Received 06/18/96; Accepted 07/19/96; On-line 08/01/96

3. PCR, THE ALL-PURPOSE TOOL IN NUCLEIC ACID-BASED DIAGNOSTICS.

Polymerase chain reaction (PCR), originally introduced by Saiki et al. (7) and subsequently automated by Mullis and Faloona (8), has emerged as a powerful tool in clinical medicine for the exponential in vitro amplification of specific sequences of interest from minute quantities of DNA or RNA and was rapidly applied to the diagnosis of pathogens in clinical material.

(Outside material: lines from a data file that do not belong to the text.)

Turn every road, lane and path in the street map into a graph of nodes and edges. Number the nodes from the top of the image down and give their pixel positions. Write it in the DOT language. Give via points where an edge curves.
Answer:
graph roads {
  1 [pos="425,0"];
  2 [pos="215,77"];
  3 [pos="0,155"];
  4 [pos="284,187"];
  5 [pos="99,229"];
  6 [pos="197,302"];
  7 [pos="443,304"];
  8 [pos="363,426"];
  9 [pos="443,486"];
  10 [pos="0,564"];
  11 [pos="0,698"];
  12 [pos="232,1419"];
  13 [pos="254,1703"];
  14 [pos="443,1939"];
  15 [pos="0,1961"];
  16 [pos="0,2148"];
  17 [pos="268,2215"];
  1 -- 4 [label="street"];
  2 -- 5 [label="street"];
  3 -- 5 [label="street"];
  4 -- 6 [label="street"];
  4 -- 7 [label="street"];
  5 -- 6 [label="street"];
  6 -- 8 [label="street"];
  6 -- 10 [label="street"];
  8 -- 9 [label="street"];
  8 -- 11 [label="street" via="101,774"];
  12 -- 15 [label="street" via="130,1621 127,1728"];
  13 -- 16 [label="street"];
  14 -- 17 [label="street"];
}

This method utilizes the essential portion of the cellular DNA replication machinery (DNA polymerase) in combination with two synthetic oligonucleotides (primers) to reproduce a specific target segment of the DNA in vitro. The reaction is cycled to produce an exponential increase in the target sequence yielding about 10⁶ copies within a few hours (Figure 3). Due to its fundamental principle, PCR has been described as a technique that finds a genetic needle in a haystack and then builds its own haystack of needles.

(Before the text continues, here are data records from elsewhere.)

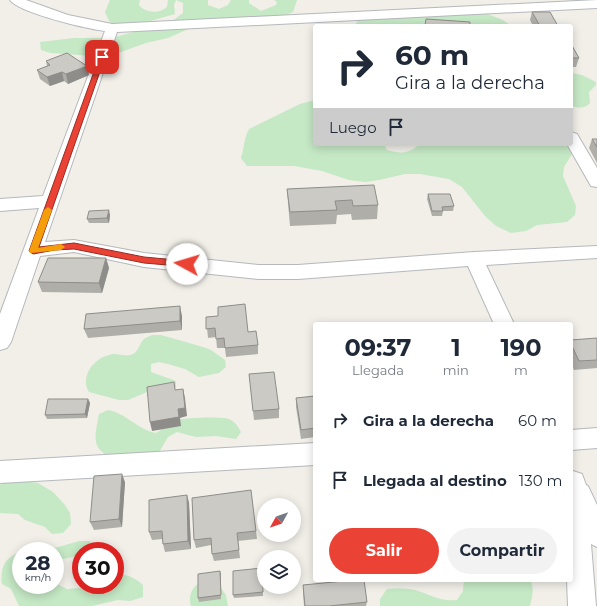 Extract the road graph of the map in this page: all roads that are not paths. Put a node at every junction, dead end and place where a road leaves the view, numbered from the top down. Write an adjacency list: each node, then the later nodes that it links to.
1 (16, 0): 3 (street)
2 (597, 4): 3 (street)
3 (112, 28): 6 (street)
4 (573, 140): 5 (street)
5 (597, 182)
6 (51, 201): 7 (street); 8 (street)
7 (0, 205)
8 (33, 251): 10 (street); 12 (street)
9 (597, 252): 10 (street)
10 (474, 259): 11 (street)
11 (503, 322)
12 (0, 342)
13 (597, 438): 14 (street)
14 (573, 440)
15 (313, 454): 16 (street)
16 (0, 472)
17 (573, 481): 19 (street)
18 (573, 492): 20 (street)
19 (597, 534)
20 (582, 606)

Because each species has DNA sequences that are unique, it is possible to select PCR-primers that specifically identify infectious agents like bacterial, viral, fungal, and parasitic microorganisms (see (9) for a comprehensive collection of laboratory protocols). Thus, presence of multiple microorganisms can be tested for in one clinical sample and results can be obtained usually within several hours (Figure 3 and Figure 4).

Figure 3: Schematic representation of the polymerase chain reaction (PCR).

Figure 4: Illustration of the exponential nature of the amplification of target by PCR (reproduction with kind permission of Dr. Wehrle, Hoffmann-La Roche AG, Grenzach, Germany).